▶ [Stored data entries]
- Opening Delimiter -

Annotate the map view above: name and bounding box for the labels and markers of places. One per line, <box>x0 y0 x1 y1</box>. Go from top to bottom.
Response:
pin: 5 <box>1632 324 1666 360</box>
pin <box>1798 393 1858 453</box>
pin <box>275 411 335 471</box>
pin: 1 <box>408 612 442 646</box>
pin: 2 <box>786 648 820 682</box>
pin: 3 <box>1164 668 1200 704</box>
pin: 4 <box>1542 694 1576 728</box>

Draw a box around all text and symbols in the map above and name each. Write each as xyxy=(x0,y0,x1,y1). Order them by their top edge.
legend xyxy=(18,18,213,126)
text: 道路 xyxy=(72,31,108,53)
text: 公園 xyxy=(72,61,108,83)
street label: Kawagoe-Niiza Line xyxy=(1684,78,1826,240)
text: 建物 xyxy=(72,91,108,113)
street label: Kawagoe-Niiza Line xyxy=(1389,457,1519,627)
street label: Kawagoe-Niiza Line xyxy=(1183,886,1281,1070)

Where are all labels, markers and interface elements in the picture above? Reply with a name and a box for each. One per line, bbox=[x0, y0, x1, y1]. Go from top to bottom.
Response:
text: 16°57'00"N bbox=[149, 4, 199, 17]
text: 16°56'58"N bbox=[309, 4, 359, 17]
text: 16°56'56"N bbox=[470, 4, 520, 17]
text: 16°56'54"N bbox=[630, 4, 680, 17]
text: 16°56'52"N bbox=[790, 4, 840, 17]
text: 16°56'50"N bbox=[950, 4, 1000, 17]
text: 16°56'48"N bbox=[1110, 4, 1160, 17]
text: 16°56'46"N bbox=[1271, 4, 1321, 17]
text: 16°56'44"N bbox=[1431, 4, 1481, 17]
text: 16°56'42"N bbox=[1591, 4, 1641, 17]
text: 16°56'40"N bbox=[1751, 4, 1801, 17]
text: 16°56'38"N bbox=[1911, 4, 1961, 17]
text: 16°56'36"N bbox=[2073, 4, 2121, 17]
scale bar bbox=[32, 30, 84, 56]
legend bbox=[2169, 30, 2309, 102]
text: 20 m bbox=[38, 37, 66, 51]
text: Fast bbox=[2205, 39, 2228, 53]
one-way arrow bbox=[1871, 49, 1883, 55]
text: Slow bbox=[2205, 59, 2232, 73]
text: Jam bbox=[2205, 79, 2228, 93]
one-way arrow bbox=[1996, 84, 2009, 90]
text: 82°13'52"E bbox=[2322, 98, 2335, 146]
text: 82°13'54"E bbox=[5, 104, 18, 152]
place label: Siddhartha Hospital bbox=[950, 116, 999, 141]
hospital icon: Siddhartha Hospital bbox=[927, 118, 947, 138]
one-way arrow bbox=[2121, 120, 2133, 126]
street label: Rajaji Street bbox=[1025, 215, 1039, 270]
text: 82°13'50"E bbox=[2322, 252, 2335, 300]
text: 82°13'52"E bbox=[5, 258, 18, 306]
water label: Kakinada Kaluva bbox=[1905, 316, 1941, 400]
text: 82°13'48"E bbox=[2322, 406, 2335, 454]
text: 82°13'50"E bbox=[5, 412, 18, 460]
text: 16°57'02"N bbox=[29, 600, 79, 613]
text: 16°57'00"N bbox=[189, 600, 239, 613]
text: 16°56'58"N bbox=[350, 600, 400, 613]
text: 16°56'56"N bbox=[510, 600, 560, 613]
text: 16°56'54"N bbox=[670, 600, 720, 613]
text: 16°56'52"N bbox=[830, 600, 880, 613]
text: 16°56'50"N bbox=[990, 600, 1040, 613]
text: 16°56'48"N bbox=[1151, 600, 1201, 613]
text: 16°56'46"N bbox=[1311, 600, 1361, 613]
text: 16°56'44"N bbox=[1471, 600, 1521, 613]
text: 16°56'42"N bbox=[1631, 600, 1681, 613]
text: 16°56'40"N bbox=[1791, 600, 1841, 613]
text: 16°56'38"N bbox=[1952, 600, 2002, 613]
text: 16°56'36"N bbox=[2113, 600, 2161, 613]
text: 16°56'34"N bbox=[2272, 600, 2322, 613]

- Closing Delimiter -

▶ [INSTRUCTIONS FOR THE TASK] Search the entries for the word "labels", then copy every line in which it is found.

▶ [ANSWER BOX]
Annotate the map view above: name and bounding box for the labels and markers of places. One per line, <box>x0 y0 x1 y1</box>. Go from top to bottom.
Where are all labels, markers and interface elements in the picture above? Reply with a name and a box for each. One per line, bbox=[x0, y0, x1, y1]. Go from top to bottom.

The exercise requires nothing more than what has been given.